= Geology of the Broads =

This article describes the geology of the Broads, an area of East Anglia in eastern England characterised by rivers, marshes and shallow lakes ('broads'). The Broads is designated as a protected landscape with 'status equivalent to a national park'.

The area is underlain by a suite of generally flat-lying sedimentary rock types of which the most recent are those of Neogene age. Almost entirely covered by more recent superficial deposits, they are exposed at the surface to a very limited extent or else are known from boreholes or quarry workings. Overlying these across much the larger part of the Broads are silts and clays of Flandrian age, which together with peat deposits form the broad flats of the Waveney, Yare, Bure and Thurne valleys. Extraction of the peat in historic times, and subsequent flooding of the workings, has resulted in the pattern of broads for which the area is widely known.

==Older subsurface rocks==
Borehole, seismic and other geophysical survey evidence suggest that the entire region is underlain at depth by rocks of Silurian age though these do not occur at or near the surface. Much of this region of England is believed to have been emergent i.e. above sea level, during most of the succeeding Devonian period and through the Carboniferous, Permian and Triassic periods. Rocks of this age are therefore absent or restricted in occurrence in the region and are unknown beneath the Broads. Rocks of Jurassic age are known from other parts of East Anglia but again are not known to underlie the Broads.

==Cretaceous==
In common with most of the rest of East Anglia, the Broads are underlain by Cretaceous age rocks of the Chalk Group, though these are in turn overlain by younger rocks across the larger part of the area. Only west of Wroxham and Hoveton in the Bure valley and west of Brundall in the Yare valley is chalk present immediately beneath superficial deposits.

There are some very restricted outcrops of the Upper Chalk in the valley sides between Wroxham and Coltishall, some of which like those around Coltishall Hall have been worked. The Upper Chalk also outcrops northwest of Bramerton and west from Postwick into Norwich on either side of the Yare valley.

==Palaeogene==
A small outlier of the London Clay is known to exist beneath Langley and Hardley Marshes where a buried valley lies at depth beneath the shallow modern day valley of the Yare. This geological formation dates from the Lower Eocene epoch of the Palaeogene period.

==Neogene==
The youngest "solid" rocks of the area are those of the Crag Group which are of Neogene to early Quaternary age. They comprise marine and estuarine sands and other sediments. These and more recent superficial deposits (described below) are all recognised formally as parts of the Great Britain Superficial Deposits Supergroup.

==Quaternary==

During the early and middle Pleistocene, a major river now referred to as the Bytham River flowed from west to east through the area on the approximate line of the modern Waveney. It left a series of river terrace deposits, evident west of Geldeston for example, whose colours betray the origin of their materials in the English Midlands. Some of these sands and gravels have been worked in the past at places such as Kirby Cane, just outside the 'national park'.
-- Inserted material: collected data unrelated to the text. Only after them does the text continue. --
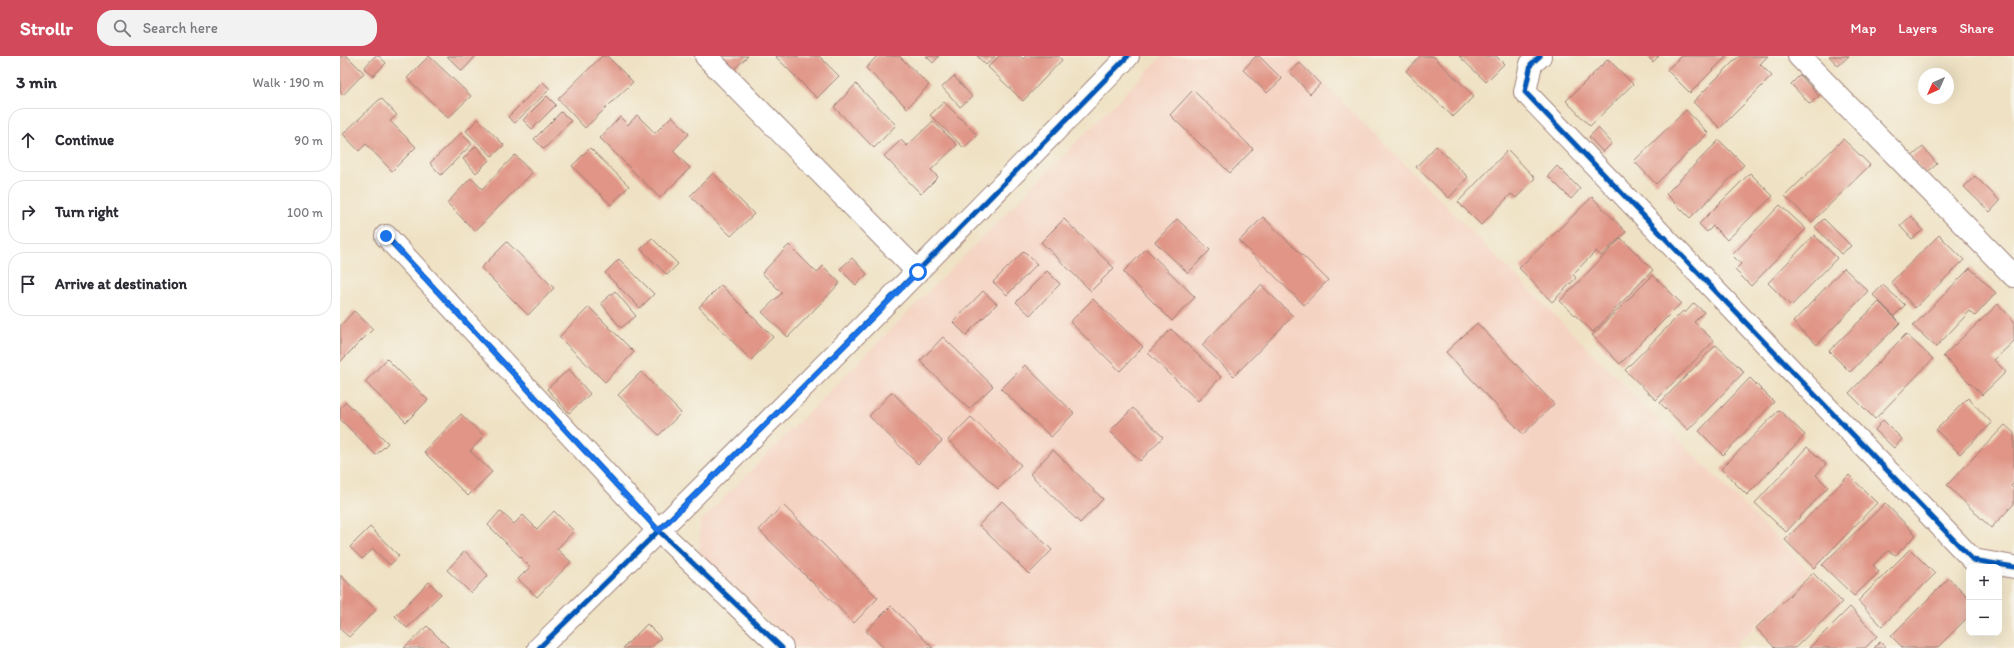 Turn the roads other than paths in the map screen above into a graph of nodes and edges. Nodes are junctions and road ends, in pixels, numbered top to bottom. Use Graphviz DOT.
graph roads {
  1 [pos="706,56"];
  2 [pos="1128,56"];
  3 [pos="1540,56"];
  4 [pos="1799,56"];
  5 [pos="386,236"];
  6 [pos="918,272"];
  7 [pos="2014,276"];
  8 [pos="659,531"];
  9 [pos="2014,567"];
  10 [pos="539,648"];
  11 [pos="782,648"];
  1 -- 6 [label="street"];
  2 -- 6 [label="street"];
  3 -- 9 [label="street"];
  4 -- 7 [label="street"];
  5 -- 8 [label="street"];
  6 -- 8 [label="street"];
  8 -- 10 [label="street"];
  8 -- 11 [label="street"];
} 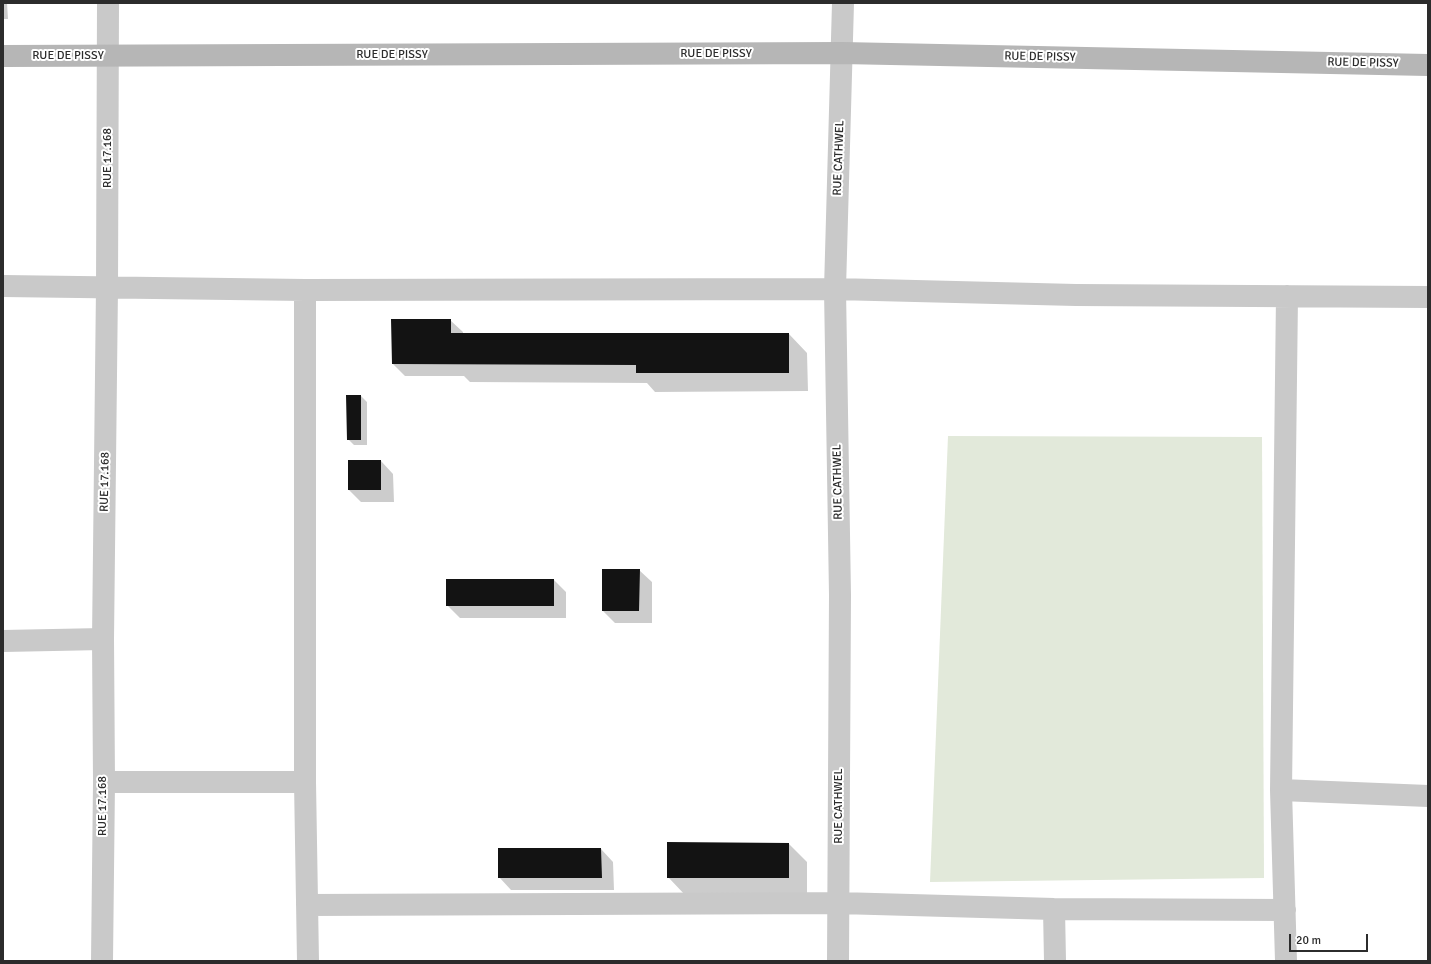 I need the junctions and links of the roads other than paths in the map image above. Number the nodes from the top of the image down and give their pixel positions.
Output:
1 (108, 3) edge
2 (843, 3) edge
3 (842, 53) junction
4 (3, 56) edge
5 (108, 56) junction
6 (1428, 65) edge
7 (3, 286) edge
8 (108, 287) junction
9 (835, 289) junction
10 (305, 290) junction
11 (1287, 296) junction
12 (1428, 297) edge
13 (103, 639) junction
14 (3, 641) edge
15 (104, 782) junction
16 (305, 782) junction
17 (1281, 790) junction
18 (1428, 796) edge
19 (839, 903) junction
20 (307, 906) junction
21 (1054, 909) junction
22 (1285, 910) junction
23 (102, 961) edge
24 (308, 961) edge
25 (838, 961) edge
26 (1056, 961) edge
27 (1286, 961) edge

1 - 5 street, RUE 17.168
2 - 3 street, RUE CATHWEL
3 - 5 street, RUE DE PISSY
3 - 6 street, RUE DE PISSY
3 - 9 street, RUE CATHWEL
4 - 5 street, RUE DE PISSY
5 - 8 street, RUE 17.168
7 - 8 street
8 - 10 street
8 - 13 street, RUE 17.168
9 - 10 street
9 - 11 street
9 - 19 street, RUE CATHWEL
10 - 16 street
11 - 12 street
11 - 17 street
13 - 14 street
13 - 15 street, RUE 17.168
15 - 16 street
15 - 23 street, RUE 17.168
16 - 20 street
17 - 18 street
17 - 22 street
19 - 20 street
19 - 21 street
19 - 25 street, RUE CATHWEL
20 - 24 street
21 - 22 street
21 - 26 street
22 - 27 street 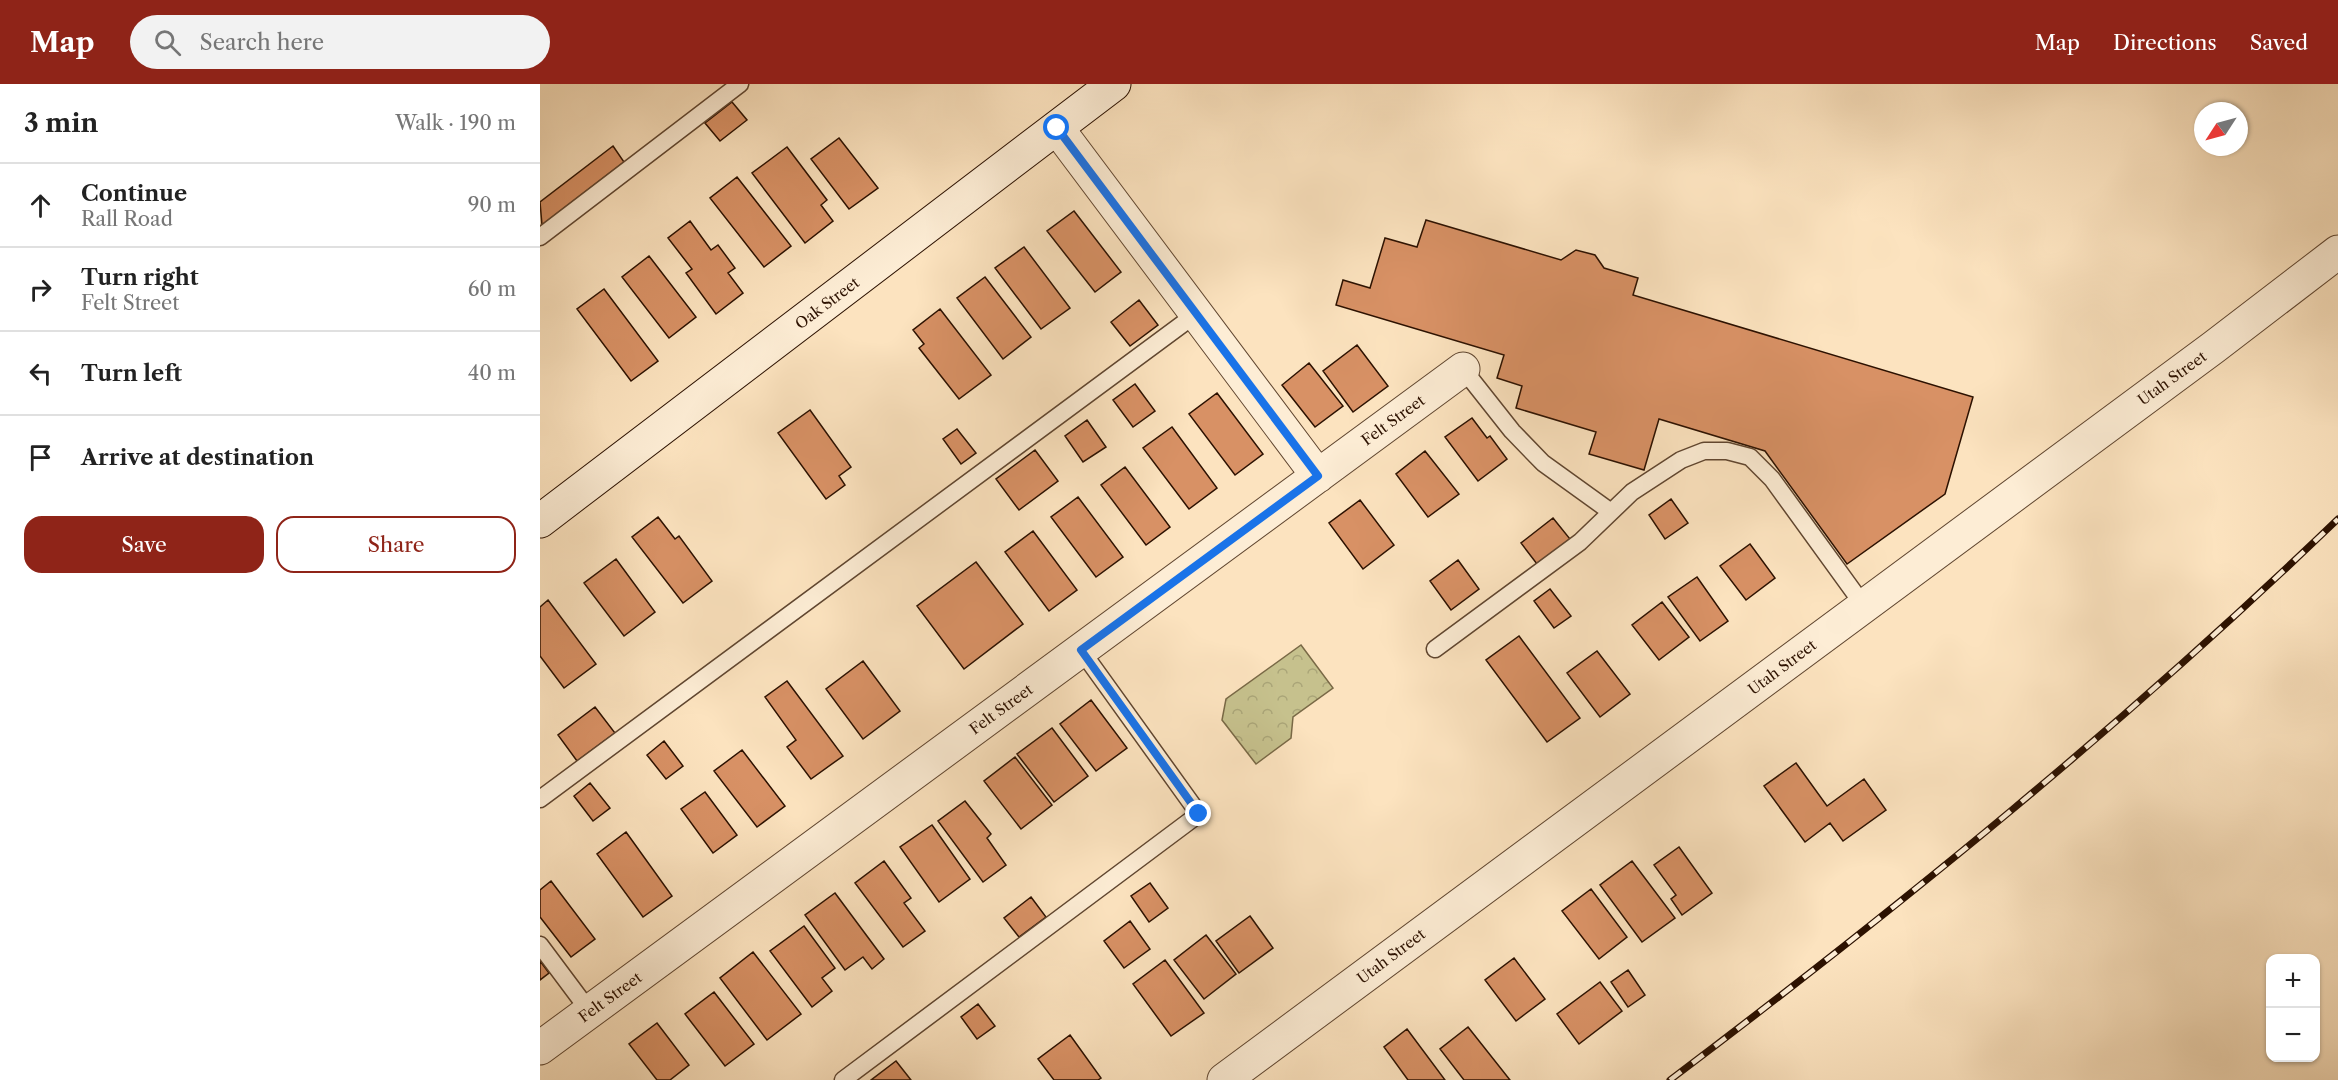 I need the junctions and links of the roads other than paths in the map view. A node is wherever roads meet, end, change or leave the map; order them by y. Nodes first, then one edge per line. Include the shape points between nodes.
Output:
1 (740, 84) edge
2 (1114, 84) edge
3 (1057, 128) junction
4 (540, 237) edge
5 (2338, 252) edge
6 (1196, 314) junction
7 (1463, 369) joint
8 (1318, 476) junction
9 (1611, 512) junction
10 (540, 521) edge
11 (1864, 606) junction
12 (1435, 649) dead end
13 (1081, 650) junction
14 (540, 799) edge
15 (540, 945) edge
16 (590, 1012) junction
17 (540, 1048) edge
18 (843, 1080) edge
19 (1224, 1080) edge

1 - 4 lane
2 - 3 street, Oak Street
3 - 6 street
3 - 10 street, Oak Street
5 - 11 street, Utah Street
6 - 8 street
6 - 14 lane
7 - 8 street, Felt Street
7 - 9 lane via 1543,463
8 - 13 street, Felt Street
9 - 11 lane via 1632,492 1681,460 1704,451 1750,457 1772,479
9 - 12 lane via 1580,542
11 - 19 street, Utah Street
13 - 16 street, Felt Street
13 - 18 lane via 1199,814
15 - 16 lane
16 - 17 street, Felt Street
Sediments associated with the Anglian glaciation are collectively termed the Albion Glacigenic Group, having formerly gone under other names. Amongst these the Lowestoft Formation (formerly known by various names: Lowestoft Boulder Clay, Cromer Till (in part), Lowestoft Till Group, Lowestoft Till Formation) comprises deposits of glacial origin along with the Aldeby sands and gravels. Likewise the Happisburgh Glacigenic Formation is a modern name for an assemblage of sediments including the former Corton Formation and a part of the Cromer Till. The tract of country around Lowestoft, Belton and Blundeston is formed by sands, along with sandy clays and gravels, formerly assigned to the Corton Formation. This is overlain in many places by the Corton Woods sands and gravels which are of glaciofluvial origin. The national park boundaries encompass the margins of this tract and hence of these sediments.

The silts and clays of Flandrian age together with peat deposits forming the broad flats of the various river valleys are collectively assigned the name of the Breydon Formation.